• TASK ITEM:
Every line of the entries below that includes "Internal" belongs in the answer, copied as written.

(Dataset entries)
____________________
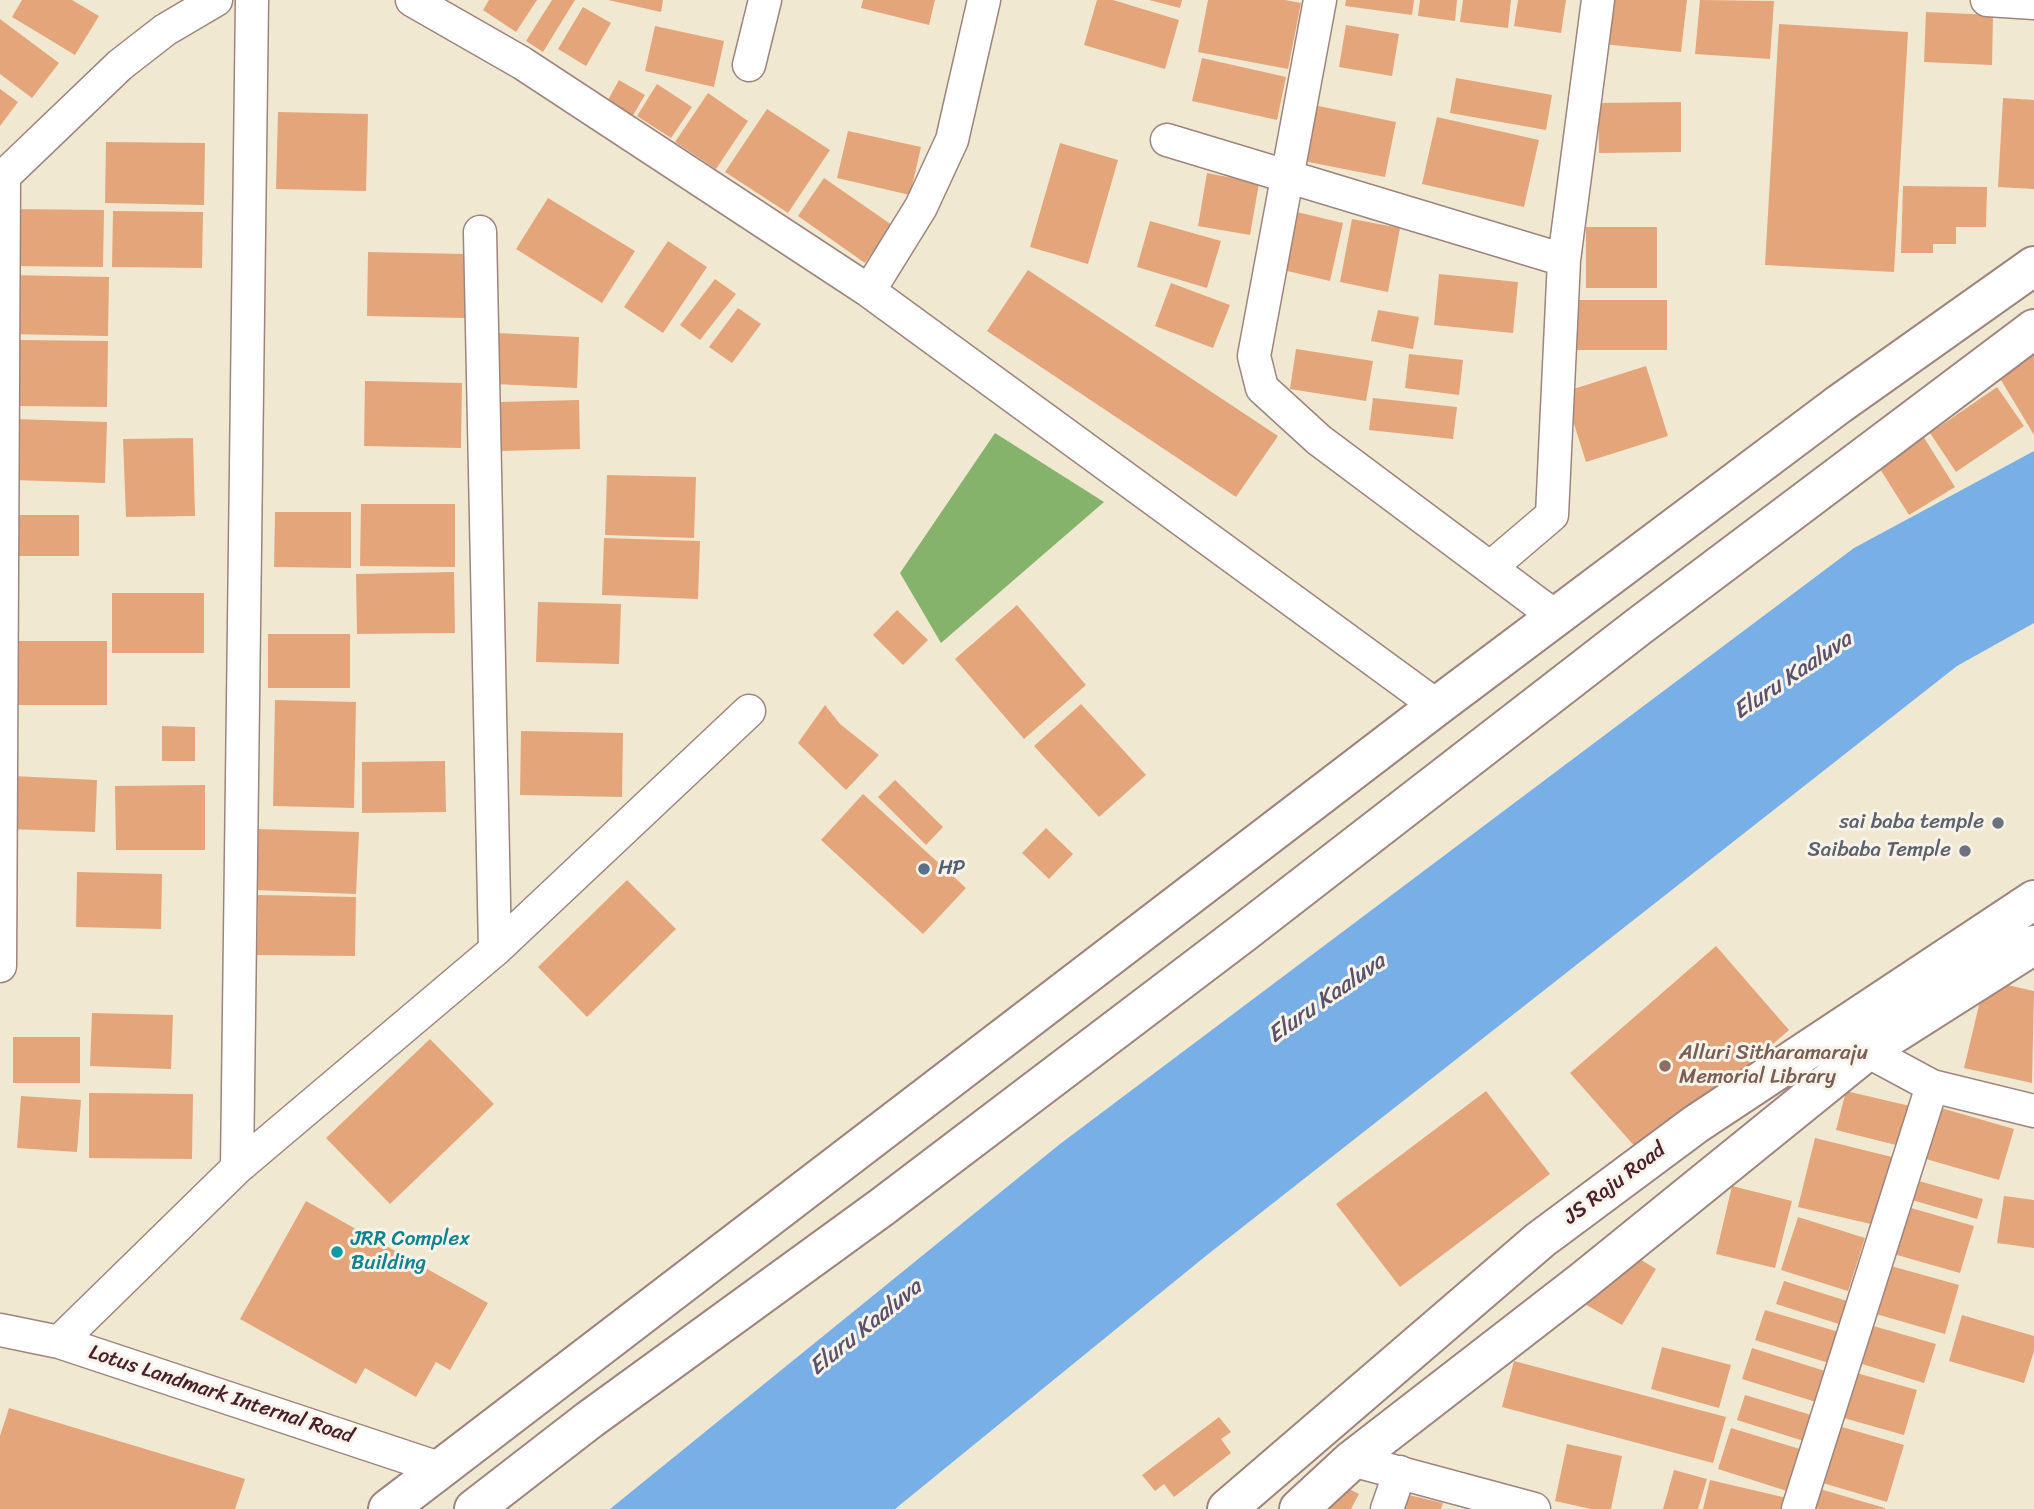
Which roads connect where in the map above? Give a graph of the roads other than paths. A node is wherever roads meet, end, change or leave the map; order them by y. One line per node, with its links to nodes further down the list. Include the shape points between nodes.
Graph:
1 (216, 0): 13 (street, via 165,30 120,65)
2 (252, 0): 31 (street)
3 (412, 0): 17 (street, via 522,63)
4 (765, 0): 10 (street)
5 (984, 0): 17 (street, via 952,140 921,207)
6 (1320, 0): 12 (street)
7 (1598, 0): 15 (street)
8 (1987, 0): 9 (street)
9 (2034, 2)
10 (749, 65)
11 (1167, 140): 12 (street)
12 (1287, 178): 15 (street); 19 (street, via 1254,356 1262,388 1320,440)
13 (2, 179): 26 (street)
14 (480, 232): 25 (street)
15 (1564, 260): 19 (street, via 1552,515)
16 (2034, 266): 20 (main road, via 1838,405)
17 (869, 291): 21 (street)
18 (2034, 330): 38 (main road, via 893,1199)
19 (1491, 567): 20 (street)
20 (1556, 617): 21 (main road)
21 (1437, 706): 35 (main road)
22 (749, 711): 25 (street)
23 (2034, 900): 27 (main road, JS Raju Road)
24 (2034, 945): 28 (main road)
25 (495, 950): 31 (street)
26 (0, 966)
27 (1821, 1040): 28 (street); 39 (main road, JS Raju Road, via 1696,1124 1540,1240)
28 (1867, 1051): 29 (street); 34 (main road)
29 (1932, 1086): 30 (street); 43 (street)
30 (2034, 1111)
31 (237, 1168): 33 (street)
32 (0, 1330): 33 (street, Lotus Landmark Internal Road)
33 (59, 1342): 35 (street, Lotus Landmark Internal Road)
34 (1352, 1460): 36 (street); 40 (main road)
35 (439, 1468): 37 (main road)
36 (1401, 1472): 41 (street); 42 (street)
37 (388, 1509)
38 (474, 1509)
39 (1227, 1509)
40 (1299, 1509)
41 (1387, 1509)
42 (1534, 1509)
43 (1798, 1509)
____________________
• YOUR RESPONSE:
32 (0, 1330): 33 (street, Lotus Landmark Internal Road)
33 (59, 1342): 35 (street, Lotus Landmark Internal Road)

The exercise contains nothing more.